» PROBLEM DESCRIPTION:
Where the listing below reaches the line containing "pinky dip: (99, 242)", start writing out lines exactly, and stop once the line containing "ring dip: (288, 252)" has been written.

» EXERCISE MATERIALS:
== Segment start ==
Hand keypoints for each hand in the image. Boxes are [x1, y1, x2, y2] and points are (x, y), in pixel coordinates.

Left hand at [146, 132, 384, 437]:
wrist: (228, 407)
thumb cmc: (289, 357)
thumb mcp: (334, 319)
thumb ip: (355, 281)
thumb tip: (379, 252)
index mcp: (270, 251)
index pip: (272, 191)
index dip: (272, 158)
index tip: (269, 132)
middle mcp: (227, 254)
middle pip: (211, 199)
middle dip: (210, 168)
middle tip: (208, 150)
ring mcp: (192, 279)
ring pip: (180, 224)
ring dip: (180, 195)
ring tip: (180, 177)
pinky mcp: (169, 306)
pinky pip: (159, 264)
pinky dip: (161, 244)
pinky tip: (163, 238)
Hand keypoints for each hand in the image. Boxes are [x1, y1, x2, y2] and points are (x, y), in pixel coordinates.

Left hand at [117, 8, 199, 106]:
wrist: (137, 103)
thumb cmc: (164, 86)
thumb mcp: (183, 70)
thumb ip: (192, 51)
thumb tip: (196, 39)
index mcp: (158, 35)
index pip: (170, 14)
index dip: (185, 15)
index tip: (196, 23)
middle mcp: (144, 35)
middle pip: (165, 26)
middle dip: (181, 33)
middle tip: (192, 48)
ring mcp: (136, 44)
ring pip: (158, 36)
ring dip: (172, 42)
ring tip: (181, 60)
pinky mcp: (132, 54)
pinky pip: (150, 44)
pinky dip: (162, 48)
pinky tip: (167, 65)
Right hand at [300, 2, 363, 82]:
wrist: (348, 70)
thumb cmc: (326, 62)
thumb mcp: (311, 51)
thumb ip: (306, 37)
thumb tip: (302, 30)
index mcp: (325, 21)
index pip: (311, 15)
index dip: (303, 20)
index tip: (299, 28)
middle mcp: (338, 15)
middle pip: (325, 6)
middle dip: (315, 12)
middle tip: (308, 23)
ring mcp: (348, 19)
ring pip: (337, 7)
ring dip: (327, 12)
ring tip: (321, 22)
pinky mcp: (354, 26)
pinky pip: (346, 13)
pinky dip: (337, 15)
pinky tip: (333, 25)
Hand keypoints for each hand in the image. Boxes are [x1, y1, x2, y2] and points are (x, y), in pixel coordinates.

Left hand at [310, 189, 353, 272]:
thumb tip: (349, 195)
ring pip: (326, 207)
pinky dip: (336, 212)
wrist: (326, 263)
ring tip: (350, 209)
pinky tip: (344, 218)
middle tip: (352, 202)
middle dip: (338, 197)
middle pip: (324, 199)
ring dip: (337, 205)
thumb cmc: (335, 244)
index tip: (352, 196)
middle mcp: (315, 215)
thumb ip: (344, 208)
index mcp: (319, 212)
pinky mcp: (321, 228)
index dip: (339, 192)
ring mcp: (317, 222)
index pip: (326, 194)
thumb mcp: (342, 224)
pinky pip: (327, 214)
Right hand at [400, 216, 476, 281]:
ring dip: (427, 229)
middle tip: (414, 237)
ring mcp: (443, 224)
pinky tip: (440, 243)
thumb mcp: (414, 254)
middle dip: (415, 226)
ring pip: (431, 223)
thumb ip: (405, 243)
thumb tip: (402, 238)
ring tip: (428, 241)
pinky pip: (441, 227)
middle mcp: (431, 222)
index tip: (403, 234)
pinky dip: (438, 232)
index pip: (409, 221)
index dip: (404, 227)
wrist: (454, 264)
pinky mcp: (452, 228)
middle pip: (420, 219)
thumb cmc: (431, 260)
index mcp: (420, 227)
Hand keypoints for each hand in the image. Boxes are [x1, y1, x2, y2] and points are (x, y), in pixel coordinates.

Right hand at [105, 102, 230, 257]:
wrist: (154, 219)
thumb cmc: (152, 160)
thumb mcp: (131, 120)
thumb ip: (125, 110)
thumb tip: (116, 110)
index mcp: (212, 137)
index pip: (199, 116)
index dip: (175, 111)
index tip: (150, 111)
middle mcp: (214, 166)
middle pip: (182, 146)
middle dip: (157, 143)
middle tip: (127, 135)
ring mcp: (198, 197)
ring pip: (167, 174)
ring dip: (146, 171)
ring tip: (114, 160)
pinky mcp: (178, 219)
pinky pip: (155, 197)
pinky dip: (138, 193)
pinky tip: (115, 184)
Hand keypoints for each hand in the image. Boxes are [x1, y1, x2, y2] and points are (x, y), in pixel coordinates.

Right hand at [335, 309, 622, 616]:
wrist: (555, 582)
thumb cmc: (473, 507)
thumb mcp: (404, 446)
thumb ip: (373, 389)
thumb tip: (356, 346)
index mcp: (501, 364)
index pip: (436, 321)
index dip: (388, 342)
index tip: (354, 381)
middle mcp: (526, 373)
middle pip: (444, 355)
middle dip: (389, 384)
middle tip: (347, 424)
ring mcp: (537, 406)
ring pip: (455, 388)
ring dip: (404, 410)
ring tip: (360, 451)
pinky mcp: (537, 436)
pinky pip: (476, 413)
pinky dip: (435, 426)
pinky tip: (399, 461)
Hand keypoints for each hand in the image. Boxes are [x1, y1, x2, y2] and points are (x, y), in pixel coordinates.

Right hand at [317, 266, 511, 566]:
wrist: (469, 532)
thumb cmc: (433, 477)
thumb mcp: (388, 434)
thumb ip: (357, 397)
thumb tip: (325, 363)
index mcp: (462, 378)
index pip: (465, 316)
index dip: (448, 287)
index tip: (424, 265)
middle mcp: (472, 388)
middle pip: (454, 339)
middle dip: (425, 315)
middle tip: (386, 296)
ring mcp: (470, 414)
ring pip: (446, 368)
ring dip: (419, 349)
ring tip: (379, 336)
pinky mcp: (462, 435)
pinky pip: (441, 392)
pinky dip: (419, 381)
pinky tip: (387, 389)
== Segment end ==
== Segment start ==
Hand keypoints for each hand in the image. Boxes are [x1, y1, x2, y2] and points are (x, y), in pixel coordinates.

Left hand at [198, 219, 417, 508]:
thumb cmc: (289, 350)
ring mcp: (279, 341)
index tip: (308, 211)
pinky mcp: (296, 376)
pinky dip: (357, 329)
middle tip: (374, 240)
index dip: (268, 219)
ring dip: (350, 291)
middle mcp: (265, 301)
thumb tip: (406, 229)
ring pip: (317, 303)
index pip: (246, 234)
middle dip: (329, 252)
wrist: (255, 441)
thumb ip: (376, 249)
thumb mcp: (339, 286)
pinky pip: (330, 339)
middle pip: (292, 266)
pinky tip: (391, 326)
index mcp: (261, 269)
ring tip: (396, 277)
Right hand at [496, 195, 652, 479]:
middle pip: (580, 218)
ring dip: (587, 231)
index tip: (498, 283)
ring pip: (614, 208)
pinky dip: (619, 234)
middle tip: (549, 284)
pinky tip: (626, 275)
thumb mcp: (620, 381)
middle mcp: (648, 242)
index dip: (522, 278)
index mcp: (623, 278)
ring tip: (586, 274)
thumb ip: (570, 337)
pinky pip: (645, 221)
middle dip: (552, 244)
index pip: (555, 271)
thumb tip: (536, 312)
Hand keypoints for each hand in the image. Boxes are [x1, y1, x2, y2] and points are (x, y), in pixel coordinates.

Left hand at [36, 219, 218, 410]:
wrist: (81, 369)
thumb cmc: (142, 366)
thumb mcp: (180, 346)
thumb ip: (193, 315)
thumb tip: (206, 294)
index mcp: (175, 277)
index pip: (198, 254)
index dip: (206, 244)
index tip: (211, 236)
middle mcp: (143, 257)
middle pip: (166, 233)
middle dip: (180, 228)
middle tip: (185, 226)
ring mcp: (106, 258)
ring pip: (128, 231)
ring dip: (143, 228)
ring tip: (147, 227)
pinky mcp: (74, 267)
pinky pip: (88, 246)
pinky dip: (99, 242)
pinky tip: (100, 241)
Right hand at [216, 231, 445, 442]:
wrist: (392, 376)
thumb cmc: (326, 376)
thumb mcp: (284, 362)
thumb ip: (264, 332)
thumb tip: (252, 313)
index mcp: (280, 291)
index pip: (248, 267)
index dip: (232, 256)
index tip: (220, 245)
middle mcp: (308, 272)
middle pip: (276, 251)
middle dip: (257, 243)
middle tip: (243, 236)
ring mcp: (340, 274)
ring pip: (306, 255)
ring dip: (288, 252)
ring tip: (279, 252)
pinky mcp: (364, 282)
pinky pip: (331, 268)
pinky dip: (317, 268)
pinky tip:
== Segment end ==
» RESULT OF THIS TASK:
pinky dip: (99, 242)
pinky tip: (100, 241)
Right hand at [216, 231, 445, 442]:
wrist: (392, 376)
thumb cmc: (326, 376)
thumb mcp: (284, 362)
thumb ip: (264, 332)
thumb tip: (252, 313)
index mcp: (280, 291)
index pip: (248, 267)
index dip: (232, 256)
index tip: (220, 245)
middle mcp: (308, 272)
middle pip: (276, 251)
middle dip: (257, 243)
middle tip: (243, 236)
ring mcp: (340, 274)
ring pip: (306, 255)
ring dip: (288, 252)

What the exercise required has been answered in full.